It has never been easier to be an investor. Over the past few decades, the cost of trading and opening an investment account has plunged, and the number of tools available to individual investors has also dramatically increased.
Now anyone can go online and look at company fundamentals and research businesses with just a few clicks. There are plenty of websites devoted to visualizing data and helping investors value securities with minimal effort.
These tools can be beneficial, but they can also be detrimental to performance, in my opinion. The constant influx of information can obscure what's important and cause investsors to make certain types of errors.
Seeing red
Most online brokerage accounts show investors how much money they are making on individual positions. They can also detail returns over a set period, and any impact fees may have had on overall profits. Once again, these tools can be helpful. However, some are designed to make investors trade more so that the broker can earn a higher profit.
For example, if I own a position worth $10,000, and the value of that position drops to $8,000, platforms that show profit or losses on positions may illustrate this with a red font and a "-$2,000" sign. Mathematically this is accurate, but red is associated with danger, and we know the psychological bias of loss aversion means humans feel losses twice as much as they appreciate profit.
Therefore, by highlighting the loss in red and making the loss prominent, the platform could be encouraging investors to take action. The same is true of profits. If investors can see a significant profit on a position, they could be encouraged to sell and book the profit.
Investment buy or sell decisions should not be based on how much profit or loss an investor has made on a particular position. Instead, they should be based on sound judgment and analysis of the fundamental performance of the underlying security.
One way to get around some of the issues highlighted above is to ignore the purchase or book value of the stocks in one's portfolio. Warren Buffett (Trades, Portfolio) illustrated this principle in 2009. When he was asked how he'd manage a portfolio of equities, some of which had increased in value dramatically, he said:
"We would own the half of dozen or so stocks we like best...it wouldn't have anything to do with what our cost on them was.
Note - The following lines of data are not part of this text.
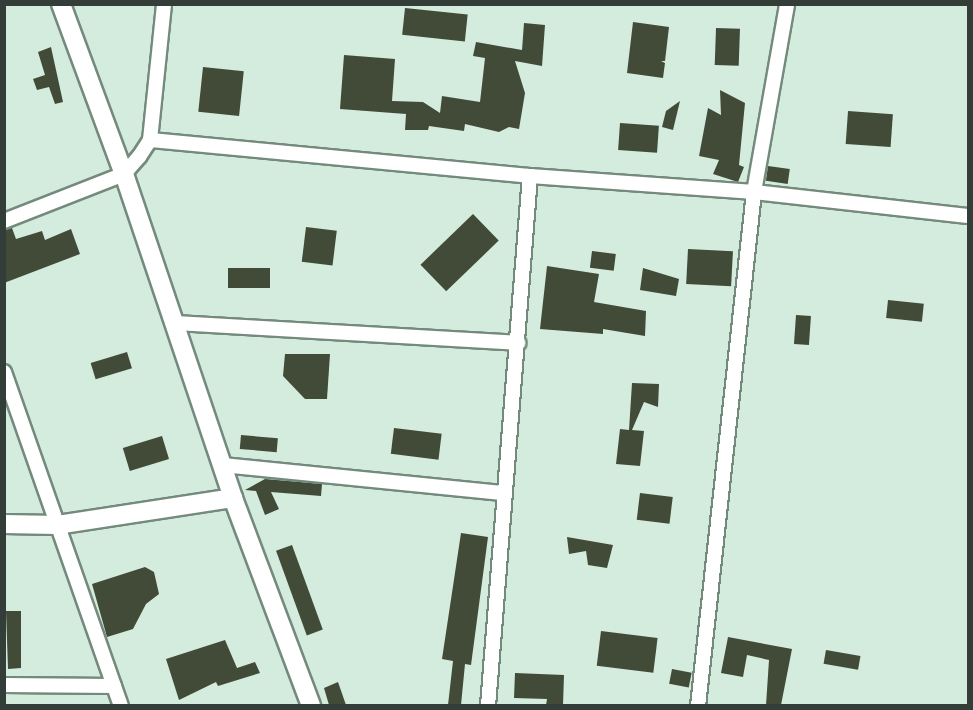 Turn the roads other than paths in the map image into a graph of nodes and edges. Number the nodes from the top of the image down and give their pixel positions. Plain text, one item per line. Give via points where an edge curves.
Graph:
1 (61, 4) edge
2 (164, 4) edge
3 (787, 4) edge
4 (150, 140) junction
5 (124, 174) junction
6 (530, 176) junction
7 (754, 192) junction
8 (969, 216) edge
9 (4, 221) edge
10 (174, 323) junction
11 (518, 343) junction
12 (4, 372) edge
13 (222, 465) junction
14 (503, 493) junction
15 (233, 498) junction
16 (4, 524) edge
17 (57, 525) junction
18 (4, 686) edge
19 (114, 686) junction
20 (121, 705) edge
21 (311, 705) edge
22 (488, 705) edge
23 (698, 705) edge

1 - 5 street
2 - 4 street
3 - 7 street
4 - 5 street
4 - 6 street
5 - 9 street
5 - 10 street
6 - 7 street
6 - 11 street
7 - 8 street
7 - 23 street
10 - 11 street
10 - 13 street
11 - 14 street
12 - 17 street
13 - 14 street
13 - 15 street
14 - 22 street
15 - 17 street
15 - 21 street
16 - 17 street
17 - 19 street
18 - 19 street
19 - 20 street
It would only have to do with our evaluation of their price versus value. It doesn't make any difference what the cost is. And incidentally, if they went down 50%, we would say the same thing... The cost basis doesn't have anything to do the fund. When Charlie and I ran funds, we didn't worry about whether something was up or down. We worried about what it was worth compared to what it was selling for."
Value and price
This principle makes sense in all market environments, but it is imperative in times of market turbulence. Looking at the market value compared to the cost value of securities can be an incredibly misleading way to judge value. All this figure tells an investor is how much profit or loss they are making on the position.
It does not tell them how much the company is worth, nor how much it could be worth considering its competitive advantages and growth potential. It is just a number, a snapshot of when the security was acquired and at what price.
What's more, if investors use the margin of safety principle, the purchase price will be far below the company's actual intrinsic value. And if that is the case, then why would one ever compare this figure to the amount of profit or loss on the position? The margin of safety is designed to compensate for unknowns. It is an imprecise number for this reason. Therefore, basing a trading decision on a number that was designed to be imprecise in the first place does not make much sense at all.